#### Work task
Filter the entries for the word "Boulevard". Copy each line in which it occurs.

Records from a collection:
--- START ---

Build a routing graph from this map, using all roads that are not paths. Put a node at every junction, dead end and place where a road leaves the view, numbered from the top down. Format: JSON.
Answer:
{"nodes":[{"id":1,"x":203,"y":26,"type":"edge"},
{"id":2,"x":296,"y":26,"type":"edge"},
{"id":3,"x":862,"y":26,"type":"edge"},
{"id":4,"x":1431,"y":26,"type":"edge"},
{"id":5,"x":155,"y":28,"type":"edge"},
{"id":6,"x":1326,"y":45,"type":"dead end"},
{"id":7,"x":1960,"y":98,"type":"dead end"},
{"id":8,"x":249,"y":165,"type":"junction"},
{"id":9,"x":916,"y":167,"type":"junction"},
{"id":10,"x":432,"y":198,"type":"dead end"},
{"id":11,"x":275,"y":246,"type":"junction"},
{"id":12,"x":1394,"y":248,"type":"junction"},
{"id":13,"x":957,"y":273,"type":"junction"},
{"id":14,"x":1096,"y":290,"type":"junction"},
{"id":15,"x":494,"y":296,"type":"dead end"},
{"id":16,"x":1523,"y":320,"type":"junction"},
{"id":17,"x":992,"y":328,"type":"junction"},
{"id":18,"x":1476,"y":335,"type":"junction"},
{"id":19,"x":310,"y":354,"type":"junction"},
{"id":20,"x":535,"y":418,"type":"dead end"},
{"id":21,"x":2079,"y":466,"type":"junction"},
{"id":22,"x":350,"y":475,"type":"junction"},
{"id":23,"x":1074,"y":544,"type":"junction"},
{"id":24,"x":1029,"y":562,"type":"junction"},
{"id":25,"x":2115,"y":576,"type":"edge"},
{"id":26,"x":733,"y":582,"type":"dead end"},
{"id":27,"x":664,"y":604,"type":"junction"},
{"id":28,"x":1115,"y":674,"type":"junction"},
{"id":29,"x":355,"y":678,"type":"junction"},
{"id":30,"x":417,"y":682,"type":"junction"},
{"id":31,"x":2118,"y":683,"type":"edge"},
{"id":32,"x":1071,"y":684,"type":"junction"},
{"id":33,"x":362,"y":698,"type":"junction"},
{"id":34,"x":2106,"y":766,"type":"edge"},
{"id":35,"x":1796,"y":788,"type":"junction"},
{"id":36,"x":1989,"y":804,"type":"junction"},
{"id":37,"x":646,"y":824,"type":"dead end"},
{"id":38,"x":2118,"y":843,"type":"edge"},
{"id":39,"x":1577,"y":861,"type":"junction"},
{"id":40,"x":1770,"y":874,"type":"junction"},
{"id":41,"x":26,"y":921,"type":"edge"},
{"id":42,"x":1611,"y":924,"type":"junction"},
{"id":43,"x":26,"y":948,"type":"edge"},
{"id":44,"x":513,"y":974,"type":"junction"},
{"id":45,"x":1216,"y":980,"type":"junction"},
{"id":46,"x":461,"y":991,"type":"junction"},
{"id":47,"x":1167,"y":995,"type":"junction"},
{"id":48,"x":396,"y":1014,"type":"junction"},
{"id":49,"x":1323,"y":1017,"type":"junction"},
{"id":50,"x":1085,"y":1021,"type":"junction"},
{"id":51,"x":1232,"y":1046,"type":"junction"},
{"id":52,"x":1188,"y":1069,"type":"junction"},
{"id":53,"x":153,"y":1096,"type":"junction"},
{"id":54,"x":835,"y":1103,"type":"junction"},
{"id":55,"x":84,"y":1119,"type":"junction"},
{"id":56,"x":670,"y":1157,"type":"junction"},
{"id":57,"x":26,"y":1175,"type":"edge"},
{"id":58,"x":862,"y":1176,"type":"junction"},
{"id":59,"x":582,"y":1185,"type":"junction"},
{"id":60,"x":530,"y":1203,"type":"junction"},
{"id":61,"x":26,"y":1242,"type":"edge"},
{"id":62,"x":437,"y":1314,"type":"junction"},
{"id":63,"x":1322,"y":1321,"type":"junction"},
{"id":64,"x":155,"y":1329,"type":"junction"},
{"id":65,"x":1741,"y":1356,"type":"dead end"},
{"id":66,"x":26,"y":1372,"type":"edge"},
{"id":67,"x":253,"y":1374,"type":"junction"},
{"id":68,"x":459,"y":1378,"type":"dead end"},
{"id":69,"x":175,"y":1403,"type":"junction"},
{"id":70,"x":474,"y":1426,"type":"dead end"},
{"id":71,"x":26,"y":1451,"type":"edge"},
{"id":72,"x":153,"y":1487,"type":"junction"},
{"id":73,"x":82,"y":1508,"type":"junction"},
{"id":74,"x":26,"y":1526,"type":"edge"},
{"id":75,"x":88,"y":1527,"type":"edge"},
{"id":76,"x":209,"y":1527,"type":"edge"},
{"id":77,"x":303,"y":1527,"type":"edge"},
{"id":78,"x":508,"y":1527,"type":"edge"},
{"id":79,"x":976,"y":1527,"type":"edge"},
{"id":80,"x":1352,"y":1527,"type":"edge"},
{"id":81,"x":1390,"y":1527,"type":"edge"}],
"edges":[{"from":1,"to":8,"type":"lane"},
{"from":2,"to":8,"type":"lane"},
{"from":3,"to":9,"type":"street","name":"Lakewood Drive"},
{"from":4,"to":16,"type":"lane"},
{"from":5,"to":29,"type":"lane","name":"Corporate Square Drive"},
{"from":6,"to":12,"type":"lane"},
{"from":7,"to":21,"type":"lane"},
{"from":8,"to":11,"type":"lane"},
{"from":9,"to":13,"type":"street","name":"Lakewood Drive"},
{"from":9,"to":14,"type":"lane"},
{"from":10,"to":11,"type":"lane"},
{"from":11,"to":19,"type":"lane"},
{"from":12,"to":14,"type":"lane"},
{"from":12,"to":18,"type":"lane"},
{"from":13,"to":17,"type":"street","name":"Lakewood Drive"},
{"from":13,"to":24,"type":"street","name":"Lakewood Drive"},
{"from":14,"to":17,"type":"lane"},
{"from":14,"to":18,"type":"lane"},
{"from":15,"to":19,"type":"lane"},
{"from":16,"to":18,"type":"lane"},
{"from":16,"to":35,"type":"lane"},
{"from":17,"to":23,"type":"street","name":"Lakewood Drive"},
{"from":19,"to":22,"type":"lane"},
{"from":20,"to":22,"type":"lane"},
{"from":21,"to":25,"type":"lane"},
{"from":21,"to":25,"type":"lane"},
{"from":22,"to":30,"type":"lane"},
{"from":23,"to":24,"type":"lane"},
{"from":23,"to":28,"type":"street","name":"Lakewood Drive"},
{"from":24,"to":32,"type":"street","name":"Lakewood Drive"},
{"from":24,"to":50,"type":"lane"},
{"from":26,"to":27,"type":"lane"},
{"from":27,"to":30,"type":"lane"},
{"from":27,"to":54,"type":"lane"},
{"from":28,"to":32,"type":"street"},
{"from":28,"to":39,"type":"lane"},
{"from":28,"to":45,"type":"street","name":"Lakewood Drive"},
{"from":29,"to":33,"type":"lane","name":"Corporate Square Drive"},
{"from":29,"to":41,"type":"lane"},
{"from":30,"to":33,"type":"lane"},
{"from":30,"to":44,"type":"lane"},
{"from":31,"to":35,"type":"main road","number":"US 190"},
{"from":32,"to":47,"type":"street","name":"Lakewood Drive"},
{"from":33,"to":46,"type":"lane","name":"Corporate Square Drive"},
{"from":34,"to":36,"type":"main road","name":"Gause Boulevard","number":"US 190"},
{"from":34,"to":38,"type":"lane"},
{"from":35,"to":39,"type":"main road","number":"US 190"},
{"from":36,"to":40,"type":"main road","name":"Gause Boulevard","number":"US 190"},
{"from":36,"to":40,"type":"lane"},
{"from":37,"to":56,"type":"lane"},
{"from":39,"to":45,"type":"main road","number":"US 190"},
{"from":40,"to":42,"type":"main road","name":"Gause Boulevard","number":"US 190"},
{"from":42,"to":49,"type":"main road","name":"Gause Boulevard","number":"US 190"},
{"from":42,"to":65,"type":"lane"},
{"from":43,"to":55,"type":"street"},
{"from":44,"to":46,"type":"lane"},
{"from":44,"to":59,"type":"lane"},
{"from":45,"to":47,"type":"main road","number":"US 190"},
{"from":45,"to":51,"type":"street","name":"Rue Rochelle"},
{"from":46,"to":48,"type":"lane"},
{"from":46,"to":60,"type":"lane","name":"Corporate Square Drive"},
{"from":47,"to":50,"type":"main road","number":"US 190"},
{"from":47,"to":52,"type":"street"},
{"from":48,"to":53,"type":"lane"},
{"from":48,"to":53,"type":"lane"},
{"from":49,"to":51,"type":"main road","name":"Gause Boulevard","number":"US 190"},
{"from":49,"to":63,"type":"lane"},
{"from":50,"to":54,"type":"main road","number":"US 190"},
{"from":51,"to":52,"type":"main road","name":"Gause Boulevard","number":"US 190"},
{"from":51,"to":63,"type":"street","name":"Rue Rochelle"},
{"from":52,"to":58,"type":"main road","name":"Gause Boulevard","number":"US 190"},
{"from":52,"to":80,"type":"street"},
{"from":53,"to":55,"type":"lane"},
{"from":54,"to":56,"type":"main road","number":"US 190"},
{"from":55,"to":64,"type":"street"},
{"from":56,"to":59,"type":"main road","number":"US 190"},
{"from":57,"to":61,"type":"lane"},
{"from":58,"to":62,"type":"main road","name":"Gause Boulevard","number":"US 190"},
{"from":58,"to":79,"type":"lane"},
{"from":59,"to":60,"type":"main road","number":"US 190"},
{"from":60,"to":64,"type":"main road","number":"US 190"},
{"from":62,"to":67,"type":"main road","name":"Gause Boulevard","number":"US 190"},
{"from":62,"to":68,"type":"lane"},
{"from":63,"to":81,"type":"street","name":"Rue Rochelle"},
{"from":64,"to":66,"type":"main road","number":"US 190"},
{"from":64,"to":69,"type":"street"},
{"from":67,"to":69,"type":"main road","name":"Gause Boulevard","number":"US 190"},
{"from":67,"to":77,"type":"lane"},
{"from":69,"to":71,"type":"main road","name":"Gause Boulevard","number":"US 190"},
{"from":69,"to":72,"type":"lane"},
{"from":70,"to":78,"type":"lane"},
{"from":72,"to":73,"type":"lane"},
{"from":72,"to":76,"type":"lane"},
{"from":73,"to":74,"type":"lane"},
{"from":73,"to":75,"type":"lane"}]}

--- END ---

#### Response to the task
{"from":34,"to":36,"type":"main road","name":"Gause Boulevard","number":"US 190"},
{"from":36,"to":40,"type":"main road","name":"Gause Boulevard","number":"US 190"},
{"from":40,"to":42,"type":"main road","name":"Gause Boulevard","number":"US 190"},
{"from":42,"to":49,"type":"main road","name":"Gause Boulevard","number":"US 190"},
{"from":49,"to":51,"type":"main road","name":"Gause Boulevard","number":"US 190"},
{"from":51,"to":52,"type":"main road","name":"Gause Boulevard","number":"US 190"},
{"from":52,"to":58,"type":"main road","name":"Gause Boulevard","number":"US 190"},
{"from":58,"to":62,"type":"main road","name":"Gause Boulevard","number":"US 190"},
{"from":62,"to":67,"type":"main road","name":"Gause Boulevard","number":"US 190"},
{"from":67,"to":69,"type":"main road","name":"Gause Boulevard","number":"US 190"},
{"from":69,"to":71,"type":"main road","name":"Gause Boulevard","number":"US 190"},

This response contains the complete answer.